Les annonces officielles évoquant la réduction de la précarité ou, mieux, la relance économique, réservent parfois des surprises qui laissent les observateurs dubitatifs quant à l’efficacité des programmes engagés.
L’opportunité qui sera offerte aux salariés de prendre un congé d’un an pour lancer leur entreprise et de rejoindre leur poste en cas d’échec apparaît comme un objet social non identifié. En dehors du fait que la période d’une année suffit à peine à installer les bases de son projet, après une étude de marché sommaire, cette initiative n’est pas extrêmement convaincante, ni encourageante pour l’employeur ou le salarié. Dans l’absolu, elle peut apparaître comme une prime à la banqueroute.
C’est un véritable paradoxe d’envisager qu’en échouant dans l’entreprise, on ne perd pas son travail, on le gagne. L’annulation de toute idée de prise de risque réduit la notion de l’entrepreneuriat à sa plus simple expression, quand elle ne la vide pas totalement de sa substance.
Ce sera une réédition de l’épopée Ansej, tant décriée, désavouée par les jeunes bénéficiaires eux-mêmes qui, au moment critique de leur parcours, se disent bernés par le discours politique leur promettant le succès sans conditions de leurs entreprises. Du côté des employeurs, il n’est pas sûr de déceler de l’enthousiasme au sujet du projet gouvernemental inclus dans la révision de la loi relative aux relations de travail. Quand une entreprise fixe des objectifs de développement précis, il ne sera pas simple d’adopter de nouvelles dispositions appuyant la mise en disponibilité des employés. La flexibilité de l’emploi est une exigence moderne et éprouvée, mais quand l’unité de mesure est ramenée à une année, elle devient ingérable.

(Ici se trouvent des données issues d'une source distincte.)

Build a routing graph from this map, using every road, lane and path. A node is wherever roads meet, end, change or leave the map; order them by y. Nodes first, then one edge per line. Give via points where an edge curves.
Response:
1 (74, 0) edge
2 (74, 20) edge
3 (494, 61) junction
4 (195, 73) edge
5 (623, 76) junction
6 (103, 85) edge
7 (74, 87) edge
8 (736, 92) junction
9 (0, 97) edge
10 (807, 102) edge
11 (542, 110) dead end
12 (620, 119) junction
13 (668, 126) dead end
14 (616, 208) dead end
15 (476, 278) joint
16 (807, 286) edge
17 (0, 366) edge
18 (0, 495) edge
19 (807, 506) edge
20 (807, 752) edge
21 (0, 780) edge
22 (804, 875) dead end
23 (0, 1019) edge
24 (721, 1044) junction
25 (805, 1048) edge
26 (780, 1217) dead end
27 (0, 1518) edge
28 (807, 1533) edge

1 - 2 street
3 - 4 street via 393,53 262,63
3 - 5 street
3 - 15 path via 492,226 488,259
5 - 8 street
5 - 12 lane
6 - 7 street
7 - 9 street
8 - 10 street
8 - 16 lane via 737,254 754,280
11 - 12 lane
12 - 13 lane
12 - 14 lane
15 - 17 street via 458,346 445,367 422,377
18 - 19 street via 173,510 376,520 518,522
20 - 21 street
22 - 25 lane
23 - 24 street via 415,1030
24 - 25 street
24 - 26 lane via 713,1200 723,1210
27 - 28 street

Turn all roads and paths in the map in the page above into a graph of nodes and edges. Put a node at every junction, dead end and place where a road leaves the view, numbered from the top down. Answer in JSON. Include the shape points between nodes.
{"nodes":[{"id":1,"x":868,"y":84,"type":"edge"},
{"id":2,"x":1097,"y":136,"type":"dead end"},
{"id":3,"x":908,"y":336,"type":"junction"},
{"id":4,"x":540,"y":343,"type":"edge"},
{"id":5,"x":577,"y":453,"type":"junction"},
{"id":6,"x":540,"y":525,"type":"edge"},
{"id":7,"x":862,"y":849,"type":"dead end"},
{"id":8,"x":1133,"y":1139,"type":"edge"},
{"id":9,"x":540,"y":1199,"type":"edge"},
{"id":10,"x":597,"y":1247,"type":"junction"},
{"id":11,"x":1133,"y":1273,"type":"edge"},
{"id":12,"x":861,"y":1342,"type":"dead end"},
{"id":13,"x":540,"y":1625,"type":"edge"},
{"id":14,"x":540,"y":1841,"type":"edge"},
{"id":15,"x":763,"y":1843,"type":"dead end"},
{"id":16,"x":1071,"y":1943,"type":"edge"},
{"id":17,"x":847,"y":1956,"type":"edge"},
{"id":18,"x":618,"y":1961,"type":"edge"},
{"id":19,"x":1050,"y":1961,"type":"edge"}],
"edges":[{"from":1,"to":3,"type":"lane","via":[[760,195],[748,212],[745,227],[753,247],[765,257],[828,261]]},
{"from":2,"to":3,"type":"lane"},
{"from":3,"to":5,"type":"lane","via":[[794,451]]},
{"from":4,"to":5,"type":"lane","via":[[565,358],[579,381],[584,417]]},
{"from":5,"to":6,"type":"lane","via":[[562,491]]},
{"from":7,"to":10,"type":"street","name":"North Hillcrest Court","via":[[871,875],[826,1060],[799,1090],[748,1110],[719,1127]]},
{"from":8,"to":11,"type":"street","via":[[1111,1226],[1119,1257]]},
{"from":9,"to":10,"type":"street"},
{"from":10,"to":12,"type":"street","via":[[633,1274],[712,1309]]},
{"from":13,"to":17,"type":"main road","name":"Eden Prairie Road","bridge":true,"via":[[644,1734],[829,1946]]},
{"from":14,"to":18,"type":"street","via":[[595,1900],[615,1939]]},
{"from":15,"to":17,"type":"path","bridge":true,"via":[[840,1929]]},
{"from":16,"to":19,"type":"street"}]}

La révolution ou le déclic qui induira une relance de la vie économique ne viendra pas du sommet, mais prioritairement de l’initiative individuelle. La démarche officielle emplie de générosité et de bonnes intentions peut être d’une parfaite inanité si la volonté de s’émanciper et de s’accomplir n’émane pas du corps social. «Il suffit de traverser la rue pour trouver du travail», a dit un jour un chef d’Etat à l’adresse de jeunes qui réclamaient de meilleures perspectives sociales dans leur pays. Le recul du sens de l’initiative et de l’esprit d’entreprise ne peut pas être résorbé par la simple attitude volontariste des autorités. Celles-ci, en multipliant et en relayant à l’infini les dispositifs de filet social, ne font le plus souvent que perpétuer la précarité ou ouvrent la voie à de nouvelles formes d’iniquité sociale.
Un responsable associatif local a fait remarquer, ces derniers jours, que les pré-emplois seront désormais régularisés mais payés, en travaillant cinq heures par jour, à un niveau équivalent à celui des chômeurs, promis à une allocation mensuelle de 13 000 DA. Ce sera en simplifiant et en rénovant le cadre juridique entourant la création d’entreprise et l’investissement que le pays pourra sortir de l’ornière sociale pour s’engager dans une réelle dynamique de développement.